“If one more thing falls in our lap, I don’t think I can take it.”
I said those words in spring of 2020, partly to God and partly to my husband. And like a siren call made to steer the sea ship toward destruction, guess what fell into our laps soon after I uttered the words?
Another difficult change I didn’t want or ask for.
It came on an unusually hot summer morning. I heard my husband call out from his office, “Hey honey, can you come in here?” I walked into the room, and he relayed the news we’d been waiting for — but news that didn’t go our way, news that broke my heart.
The air in the room, like the news delivered, became obscenely oppressive. I dropped into his office chair, more because my legs gave way than because I was consciously sitting down.
I started breathing shallow and quick, tears falling down my face. It felt like a certain measure of sacred life would never return to normal. I knew this would be a definitive line of demarcation in my life of before and after.
The changes of 2020 touched most aspects of our lives: our hearts, our families, our life stages; relationships, fellowship, and friendships.
More than once, we asked this to heaven: How long, oh Lord?
Of course, some of the changes were difficult yet expected. But when so many changes that were not expected or wanted hitch themselves to the wagon of the expected ones, you can want to take to your bed, pull the covers tight around you, and get lost in a piled-up plate of nachos or Netflix.
(Ask me how I know.)
Maybe your last several seasons or years had multiple changes smacked into you too. Changes such as:
The pandemic stole your job, your home, your loved one’s life.
A change of heart stole your marriage, your definitive plans, your mental health.
The national division and international turmoil stole that trip, that friendship, that familial harmony.

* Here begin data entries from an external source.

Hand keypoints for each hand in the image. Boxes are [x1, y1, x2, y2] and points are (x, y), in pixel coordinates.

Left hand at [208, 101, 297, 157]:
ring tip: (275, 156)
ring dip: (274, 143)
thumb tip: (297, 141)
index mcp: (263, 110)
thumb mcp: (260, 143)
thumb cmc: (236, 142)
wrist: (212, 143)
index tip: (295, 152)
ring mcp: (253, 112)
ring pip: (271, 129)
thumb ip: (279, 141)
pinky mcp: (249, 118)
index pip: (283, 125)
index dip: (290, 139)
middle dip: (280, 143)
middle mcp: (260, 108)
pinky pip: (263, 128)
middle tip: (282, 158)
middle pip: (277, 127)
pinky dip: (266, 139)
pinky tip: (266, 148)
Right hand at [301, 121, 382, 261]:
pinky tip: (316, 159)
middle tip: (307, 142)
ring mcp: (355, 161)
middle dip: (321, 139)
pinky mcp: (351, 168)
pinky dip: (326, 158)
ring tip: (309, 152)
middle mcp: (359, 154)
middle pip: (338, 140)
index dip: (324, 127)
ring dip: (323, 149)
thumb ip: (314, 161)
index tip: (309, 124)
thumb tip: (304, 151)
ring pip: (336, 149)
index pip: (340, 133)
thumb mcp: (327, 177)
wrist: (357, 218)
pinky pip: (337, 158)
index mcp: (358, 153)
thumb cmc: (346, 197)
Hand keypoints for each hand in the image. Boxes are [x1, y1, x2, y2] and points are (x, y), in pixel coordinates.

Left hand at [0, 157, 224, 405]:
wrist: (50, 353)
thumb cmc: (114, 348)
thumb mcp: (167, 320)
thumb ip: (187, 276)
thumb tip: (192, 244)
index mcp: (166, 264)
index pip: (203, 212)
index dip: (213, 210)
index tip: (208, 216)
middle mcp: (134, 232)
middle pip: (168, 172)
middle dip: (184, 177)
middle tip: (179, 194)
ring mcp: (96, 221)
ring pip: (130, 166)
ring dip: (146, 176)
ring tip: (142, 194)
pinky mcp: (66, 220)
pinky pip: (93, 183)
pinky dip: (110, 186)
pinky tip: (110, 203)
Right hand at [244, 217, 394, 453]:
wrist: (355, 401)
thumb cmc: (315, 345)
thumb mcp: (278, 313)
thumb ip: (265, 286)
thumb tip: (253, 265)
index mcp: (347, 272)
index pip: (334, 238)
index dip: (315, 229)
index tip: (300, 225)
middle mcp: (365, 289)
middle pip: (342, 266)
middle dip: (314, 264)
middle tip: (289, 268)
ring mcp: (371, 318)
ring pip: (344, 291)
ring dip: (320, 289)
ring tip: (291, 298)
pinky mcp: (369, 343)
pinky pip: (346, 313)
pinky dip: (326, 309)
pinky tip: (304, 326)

There’s nothing wrong with turning toward favorite treats or television shows for a little while. But as God has thankfully seen me through to the other side of those difficult changes of 2020, I want to pass on three longer-lasting coping mechanisms that helped me get from where I was, neck deep in the muck and mire, to the better place I am today:
- Be honest with just one person about how you’re really doing. Whoever you can count on to count your own heart as precious — your mama, your sister, your friend — tell her how you’re doing. Text or call her about getting together this very week, on a phone call or in person, and tell her you’re gonna need a little time to share some things out loud. Get the thoughts and feelings from the inside to the outside.
- Serve your family, your friends, your neighbors. Do a small handful of things to intentionally get out of your own head and be a blessing to someone else. That is, serve other people. When joy is elusive, be the way someone else receives joy. So, share the tacos, text the word of encouragement, or watch the neighbor’s kids for the afternoon. Serve someone else and watch how the Lord serves you by bringing joy right back to your own weary heart.

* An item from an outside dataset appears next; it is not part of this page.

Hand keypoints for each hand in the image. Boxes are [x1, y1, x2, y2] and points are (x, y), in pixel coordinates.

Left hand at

- Get your hind end in the Word. While it’s important to process our struggles with others and to serve others, we want to plant truth into ourselves on the regular. I know some life stages make this more regularly attainable than others. But even if you can only get a few verses in while you scramble the eggs or fold the laundry, it will not return void. It will strengthen you from the inside out.
Through active rather than passive waiting, we can make it through the difficult changes in our lives. And make no mistake: You will make it through your season of change upon change. You will.
You will see the goodness of the Lord in the land of the living. Because if God was good before these changes — and indeed He was because He is good all the time — He is good now and will give good things within these hard changes, too.